9.8. Rendere disponibile un file kickstart

Un file kickstart va collocato in una delle posizioni seguenti:

Normalmente il file di configurazione kickstart viene copiato sul dischetto di avvio o reso disponibile via rete. Il secondo metodo è quello più utilizzato, poiché la maggior parte delle installazioni kickstart viene usata su computer in rete.

Osserviamo nel dettaglio le posizioni in cui si può collocare il file.

9.8.1. Creazione di un dischetto d'avvio kickstart

Per effettuare una installazione kickstart tramite dischetto,il file kickstart deve essere chiamato ks.cfg e collocarlo nella directory superiore del dischetto d'avvio. Fate riferimento alla sezione Come creare un dischetto di avvio per installazione in Red Hat Enterprise Linux Installation Guide per istruzioni sulla creazione del dischetto di avvio. Poichè i dischetti di avvio sono in formato MS-DOS, è semplice copiare il file kickstart in Linux usando il comando mcopy:

mcopy ks.cfg a:

Altrimenti per copiare il file potete utilizzare Windows. Potete inoltre montare in Red Hat Enterprise Linux il dischetto di avvio MS-DOS con il file system vfat e usare il comando cp per copiare il file sul dischetto.

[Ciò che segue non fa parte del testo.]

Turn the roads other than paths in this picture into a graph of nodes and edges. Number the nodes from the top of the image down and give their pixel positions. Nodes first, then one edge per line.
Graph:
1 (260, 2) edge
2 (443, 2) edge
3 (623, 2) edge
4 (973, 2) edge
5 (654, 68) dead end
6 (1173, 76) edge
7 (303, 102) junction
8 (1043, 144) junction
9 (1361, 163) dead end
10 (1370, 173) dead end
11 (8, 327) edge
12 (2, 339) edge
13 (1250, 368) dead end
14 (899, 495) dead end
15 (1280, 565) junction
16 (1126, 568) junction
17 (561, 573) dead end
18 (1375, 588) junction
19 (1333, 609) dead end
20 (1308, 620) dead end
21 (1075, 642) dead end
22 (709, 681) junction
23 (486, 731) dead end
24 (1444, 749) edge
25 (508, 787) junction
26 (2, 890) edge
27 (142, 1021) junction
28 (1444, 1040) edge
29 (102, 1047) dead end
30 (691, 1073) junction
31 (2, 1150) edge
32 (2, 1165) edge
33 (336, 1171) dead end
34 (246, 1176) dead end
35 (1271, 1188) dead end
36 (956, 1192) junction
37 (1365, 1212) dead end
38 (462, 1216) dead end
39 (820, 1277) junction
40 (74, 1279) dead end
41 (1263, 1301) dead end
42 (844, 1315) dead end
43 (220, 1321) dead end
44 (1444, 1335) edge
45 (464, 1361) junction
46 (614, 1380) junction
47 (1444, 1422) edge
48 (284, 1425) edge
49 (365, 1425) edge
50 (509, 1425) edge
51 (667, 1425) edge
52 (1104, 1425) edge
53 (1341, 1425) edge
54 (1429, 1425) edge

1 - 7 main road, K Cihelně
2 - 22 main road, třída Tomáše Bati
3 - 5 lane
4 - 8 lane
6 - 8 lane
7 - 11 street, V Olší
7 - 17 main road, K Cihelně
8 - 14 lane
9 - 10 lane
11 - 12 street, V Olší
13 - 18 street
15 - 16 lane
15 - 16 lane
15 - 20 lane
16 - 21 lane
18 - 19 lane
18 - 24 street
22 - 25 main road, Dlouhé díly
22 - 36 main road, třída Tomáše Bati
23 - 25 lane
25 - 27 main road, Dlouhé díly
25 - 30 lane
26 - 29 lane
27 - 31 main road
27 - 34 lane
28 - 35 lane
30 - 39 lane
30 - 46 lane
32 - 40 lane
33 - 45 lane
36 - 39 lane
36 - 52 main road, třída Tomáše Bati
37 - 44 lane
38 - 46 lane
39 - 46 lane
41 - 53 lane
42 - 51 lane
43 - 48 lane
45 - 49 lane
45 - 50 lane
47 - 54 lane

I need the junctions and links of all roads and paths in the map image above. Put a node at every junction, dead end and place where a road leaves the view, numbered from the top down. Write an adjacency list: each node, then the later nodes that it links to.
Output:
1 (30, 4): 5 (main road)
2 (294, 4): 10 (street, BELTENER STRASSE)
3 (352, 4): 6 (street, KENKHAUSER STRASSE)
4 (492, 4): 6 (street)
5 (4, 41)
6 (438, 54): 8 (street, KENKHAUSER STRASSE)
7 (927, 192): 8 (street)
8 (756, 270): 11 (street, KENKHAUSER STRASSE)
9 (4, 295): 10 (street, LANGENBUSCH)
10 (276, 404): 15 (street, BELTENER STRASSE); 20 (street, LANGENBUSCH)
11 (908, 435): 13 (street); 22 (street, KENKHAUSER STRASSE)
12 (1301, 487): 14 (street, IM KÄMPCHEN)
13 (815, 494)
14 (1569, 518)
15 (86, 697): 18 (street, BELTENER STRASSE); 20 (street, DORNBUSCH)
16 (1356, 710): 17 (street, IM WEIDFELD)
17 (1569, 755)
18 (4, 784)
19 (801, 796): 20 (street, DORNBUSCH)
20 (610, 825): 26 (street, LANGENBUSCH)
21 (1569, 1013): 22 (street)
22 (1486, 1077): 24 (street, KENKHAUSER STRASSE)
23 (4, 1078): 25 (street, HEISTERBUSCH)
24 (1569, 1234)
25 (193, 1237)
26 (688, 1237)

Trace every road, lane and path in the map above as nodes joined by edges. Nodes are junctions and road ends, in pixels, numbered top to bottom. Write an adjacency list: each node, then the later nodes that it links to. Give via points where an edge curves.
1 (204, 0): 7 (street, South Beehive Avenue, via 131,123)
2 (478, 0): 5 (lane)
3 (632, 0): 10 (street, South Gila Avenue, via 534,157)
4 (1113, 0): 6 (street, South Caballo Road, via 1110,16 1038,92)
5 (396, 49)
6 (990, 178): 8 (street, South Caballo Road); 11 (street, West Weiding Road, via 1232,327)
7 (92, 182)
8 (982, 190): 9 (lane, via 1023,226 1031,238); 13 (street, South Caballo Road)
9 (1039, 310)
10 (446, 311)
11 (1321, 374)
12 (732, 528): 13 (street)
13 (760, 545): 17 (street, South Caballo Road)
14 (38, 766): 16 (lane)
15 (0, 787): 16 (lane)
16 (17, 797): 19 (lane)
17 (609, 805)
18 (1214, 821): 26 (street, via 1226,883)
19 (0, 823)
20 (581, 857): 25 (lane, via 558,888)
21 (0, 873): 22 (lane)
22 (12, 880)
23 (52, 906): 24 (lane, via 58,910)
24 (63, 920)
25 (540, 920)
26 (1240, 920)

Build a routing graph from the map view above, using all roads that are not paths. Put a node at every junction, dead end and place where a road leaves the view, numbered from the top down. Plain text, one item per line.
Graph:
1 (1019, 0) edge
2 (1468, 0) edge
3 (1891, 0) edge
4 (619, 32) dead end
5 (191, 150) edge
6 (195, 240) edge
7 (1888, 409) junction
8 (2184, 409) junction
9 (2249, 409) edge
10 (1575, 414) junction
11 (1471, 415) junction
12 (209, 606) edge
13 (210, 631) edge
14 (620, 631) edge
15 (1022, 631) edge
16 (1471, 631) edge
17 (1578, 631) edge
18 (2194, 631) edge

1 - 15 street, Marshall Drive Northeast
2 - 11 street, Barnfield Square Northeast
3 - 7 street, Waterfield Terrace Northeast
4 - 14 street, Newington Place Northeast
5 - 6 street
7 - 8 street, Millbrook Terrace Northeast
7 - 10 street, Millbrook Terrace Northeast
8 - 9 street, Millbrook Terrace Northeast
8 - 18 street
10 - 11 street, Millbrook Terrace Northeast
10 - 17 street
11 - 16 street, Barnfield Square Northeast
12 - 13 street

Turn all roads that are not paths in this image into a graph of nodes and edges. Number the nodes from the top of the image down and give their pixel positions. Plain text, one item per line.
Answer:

9.8.2. Creazione di un CD-ROM di avvio di Kickstart

Per effettuare una installazione kickstart basata sul CD-ROM, il file kikcstart deve essere nominato ks.cfg e deve essere posizionato nella directory superiore del CD-ROM di avvio. Dato che un CD-ROM é di sola lettura, il file deve essere aggiunto alla directory usata per creare l'immagine scritta sul CD-ROM. Consultare la sezione Come creare un CD-ROM di avvio per l'installazione in Red Hat Enterprise Linux Installation Guide per maggiori istruzioni sulla creazione di un CD-ROM di avvio; tuttavia, prima di creare il file d'immagine file.iso, copiare il file kickstart ks.cfg sulla directory isolinux/.

9.8.3. Rendere il file kickstart disponibile sulla rete

Le installazioni kickstart via rete sono molto diffuse, poiché gli amministratori di sistema possono facilmente automatizzare in modo rapido e indolore il processo di installazione su numerosi computer in rete. Di norma, l'approccio più comune prevede che l'amministratore disponga di un server BOOTP/DHCP e di un server NFS nella rete locale. Il server BOOTP/DCHP viene utilizzato per fornire al computer client le informazioni relative alla propria rete, mentre i file utilizzati nel corso dell'installazione sono forniti dal server NFS. Spesso, ma non necessariamente, questi due server funzionano sulla stessa macchina fisica.

Per effettuare una installazione kickstart via rete, dovete avere un server BOOTP/DHCP nella vostra rete, in grado di includere le informazioni di configurazione per la macchina sulla quale state installando Red Hat Enterprise Linux. Il server BOOTP/DHCP fornirà al client con le sue informazioni di rete, insieme con la posizione del file kickstart.

Se un file kickstart viene specificato nel server BOOTP/DHCP, il client prova a montare via NFS il percorso del file e copia sul client il file specificato usandolo come file kickstart. Le impostazioni esatte richieste variano a seconda del tipo di server BOOTP/DHCP che usate.

Vi illustriamo un esempio tratto dal file dhcpd.conf per il server DHCP:

filename "/usr/new-machine/kickstart/";
next-server blarg.redhat.com;

Sostituite il valore che segue a filename con il nome del file kickstart (o della directory che lo contiene) e il valore che si trova dopo next-server con il nome del server NFS.

Se il nome del file restituito dal server BOOTP/DHCP termina con uno slash ("/"), allora viene interpretato solo come percorso. In questo caso il client monta il percorso usando il server NFS e cerca un file particolare, ovvero:

<ip-addr>-kickstart

La sezione <indirizzo-ip> del nome del file dovrebbe essere sostituita con l'indirizzo IP del client, scritto in decimali separati da un punto. Per esempio, il nome del file per il computer con l'indirizzo IP 10.10.0.1 è 10.10.0.1-kickstart.

Se non specificate un nome del server, il client cerca di usare il server che fornisce il servizio BOOTP/DHCP anche come server NFS. Se non viene specificato il nome del percorso o del file, il client cerca di montare il percorso /kickstart dal server BOOTP/DHCP e cerca il file kickstart usando il nome del file <indirizzo-ip>-kickstart sopra descritto.